RAUL SEIXAS: O
INTRUSO NA RAÇA HUMANA
Por:
Thiago Maron de Azevedo
Victoria
Lima d’El-Rei Fraga
“Prefiro
ser essa metamorfose ambulante, do que ter aquela velha opinião formada sobre
tudo, eu quero dizer agora o oposto do que eu disse antes, eu prefiro ser essa
metamorfose ambulante”
“Eu
do meu lado, aprendendo a ser louco, maluco total na loucura real, controlando
a minha maluquez, misturada com minha
lucidez”
“Eu
sou a luz das estrelas, eu sou a cor do luar, eu sou as cores da vida, eu sou o
medo de amar”
“Eu
que não me sento, no trono de um apartamento, com a boca escancarada cheia de
dentes, esperando a morte chegar...”
Por
mais que tentemos trazer a energia incansável para palavras ou pensamentos,
nada irá nos contagiar e expressar sua maluquice
embelezada, com tanto êxito quanto suas eternas músicas e máximas, que não
são uma “metamorfose ambulante”, e continuam até hoje sendo vistas como arte.
A
marcante voz de Raul Santos Seixas foi ouvida pela primeira vez através de seu
choro em 28 de junho do ano de 1945, na cidade do Axé, enquanto chegava ao
mundo para conquistar milhões de fãs.
O
privilégio de acompanhar a vida de Raul desde seu início foi exclusivo do
austero engenheiro Raul Varella Seixas, e da dona de casa Maria Eugênia Seixas,
e ainda de seu irmão mais novo, Plínio Santos Seixas, que ao contrário do
Maluco Beleza, seguiu a vida escolar exemplarmente.
A
infância do então futuro astro do rock foi marcada por problemas escolares e
pelo seu fanatismo excêntrico por Elvis Presley, que foi o principal e talvez
único ídolo motivacional para o sucesso de Raul.
As
dificuldades de Raulzito nos estudos se iniciaram no Curso Primário na Escola
Particular da professora Sônia Bahia, entre 1952 até 1956, quando fundou o Club
dos Cigarros.
Ao
terminar o curso primário, vai para a segunda série do ginásio do Colégio São
Bento, onde repetiu por 3 anos, em consequência de matar aulas visando ouvir Rock-and-roll
na loja Cantinho da Música.
Após
várias tentativas de passar de ano em vários colégios, sem êxito, funda seu
segundo e mais marcante Club, Elvis Rock Club com Waldir Serrão, seu parceiro
por muitos anos.
Em
1965, com 20 anos, após passar pelo Colégio Marista e Ipiranga, abandona os
estudos e decide se dedicar apenas à sua carreira musical, que já havia se
iniciado em 1962, ao criar seu primeiro grupo de Rock: Relâmpagos do Rock.

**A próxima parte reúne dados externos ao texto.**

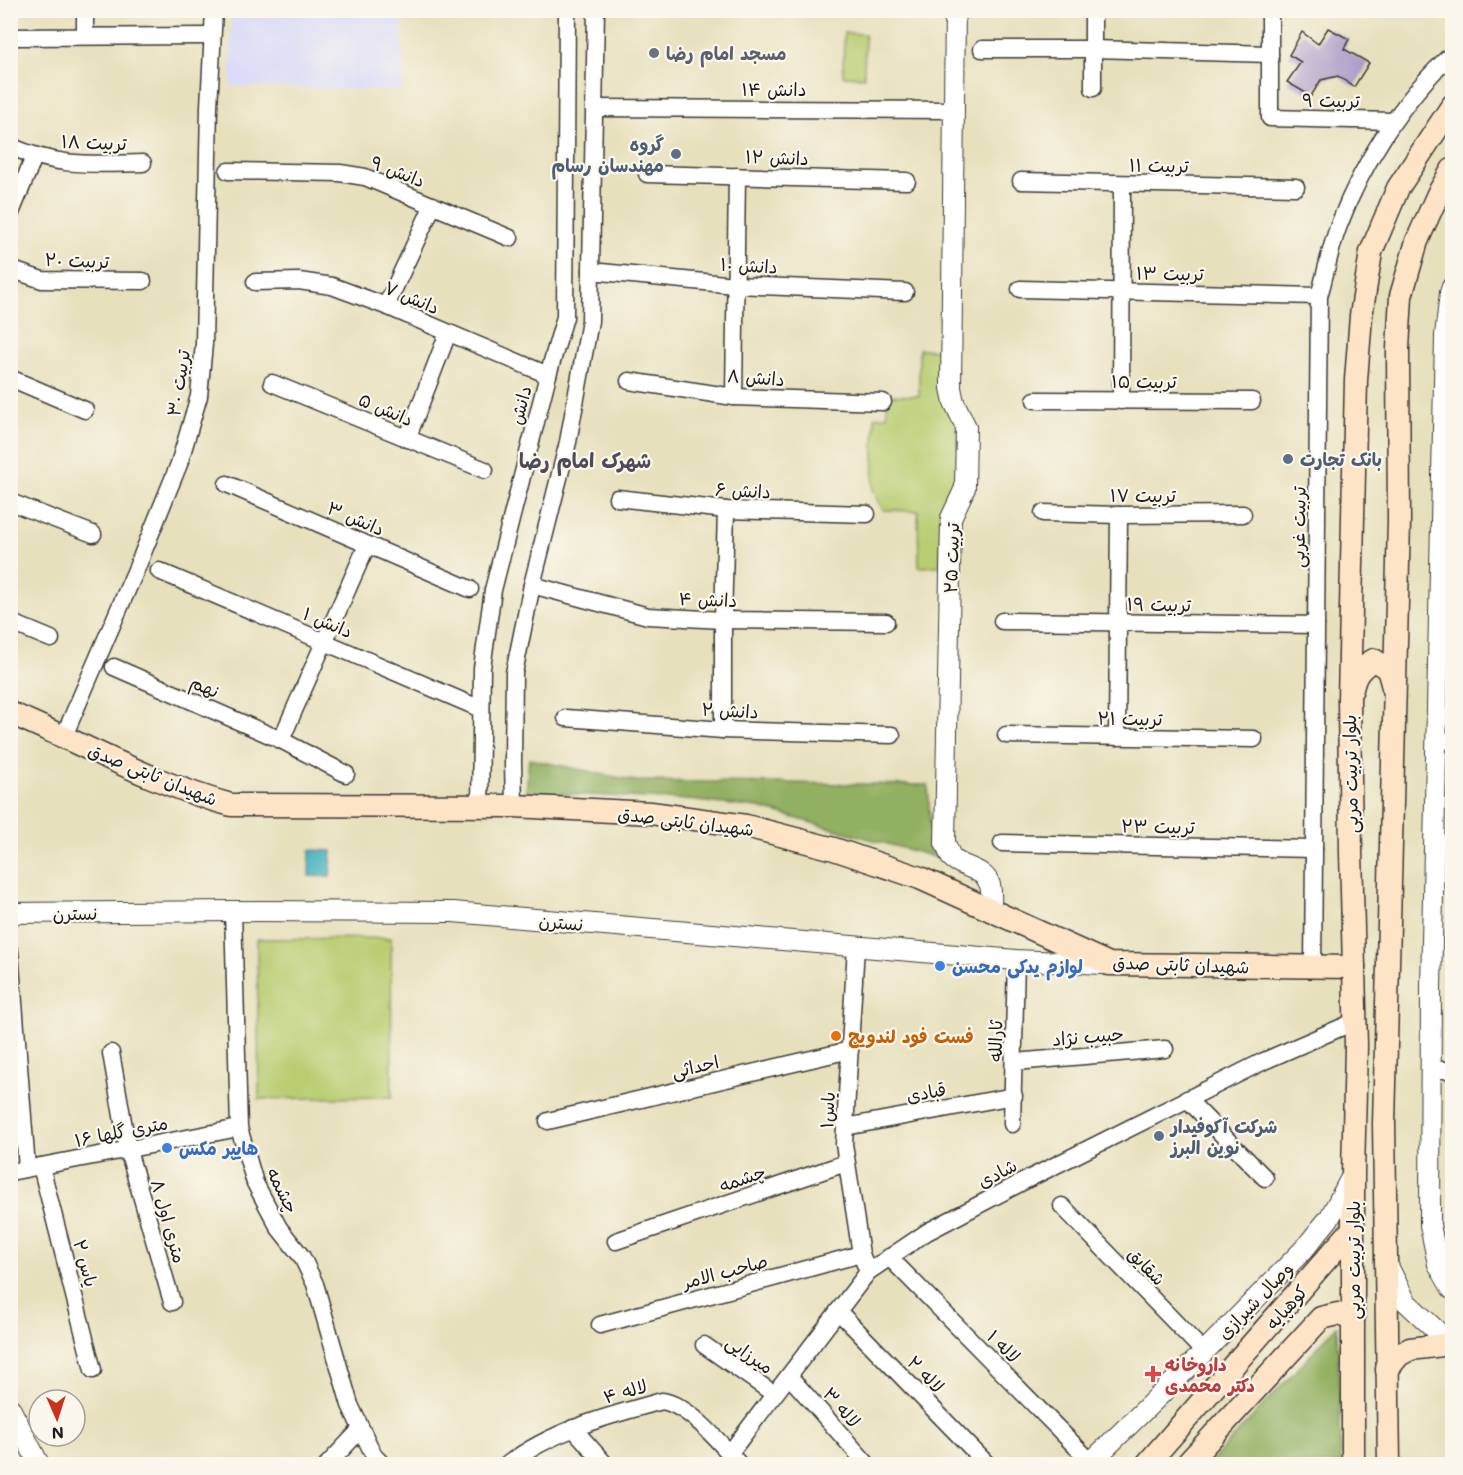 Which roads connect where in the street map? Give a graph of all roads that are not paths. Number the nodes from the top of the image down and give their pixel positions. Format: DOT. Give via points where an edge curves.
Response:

Com
tal banda, faz breve apresentações na Tv Itapoan. Um ano depois, insatisfeitos
com o nome Relâmpagos do Rock, o trocaram por The Panthers, e futuramente,
Raulzito e os Panteras, grupo com o qual gravou em estúdio pela primeira vez,
com a música Nanny, de Gino Frey, e também Coração Partido, composta por seu
pai. Tais músicas ganharam repercussão um tempo depois de seu lançamento,
fazendo a jovem banda crescer ainda mais. Por conta de shows pelo interior da
Bahia, torna-se o grupo de rock mais caro do estado.
Juntamente
ao sucesso e fama, vem a adoração das mulheres e suas obsessões. Com isso,
breves relacionamentos e polêmicas envolvendo garotas se tornam constantes na
vida de Raul, que ironicamente se apaixonou por Edith Wisner, mulher americana
que a pedido dos pais e por vontade própria, fez Raulzito parar com a vida
artística e reatar com os tão odiados estudos. Encandecido pelas chamas do
amor, e pondo sua amada a frente de tudo que já havia sido construído em sua
vida, decide fazer supletivo e presta vestibular para a faculdade de direito.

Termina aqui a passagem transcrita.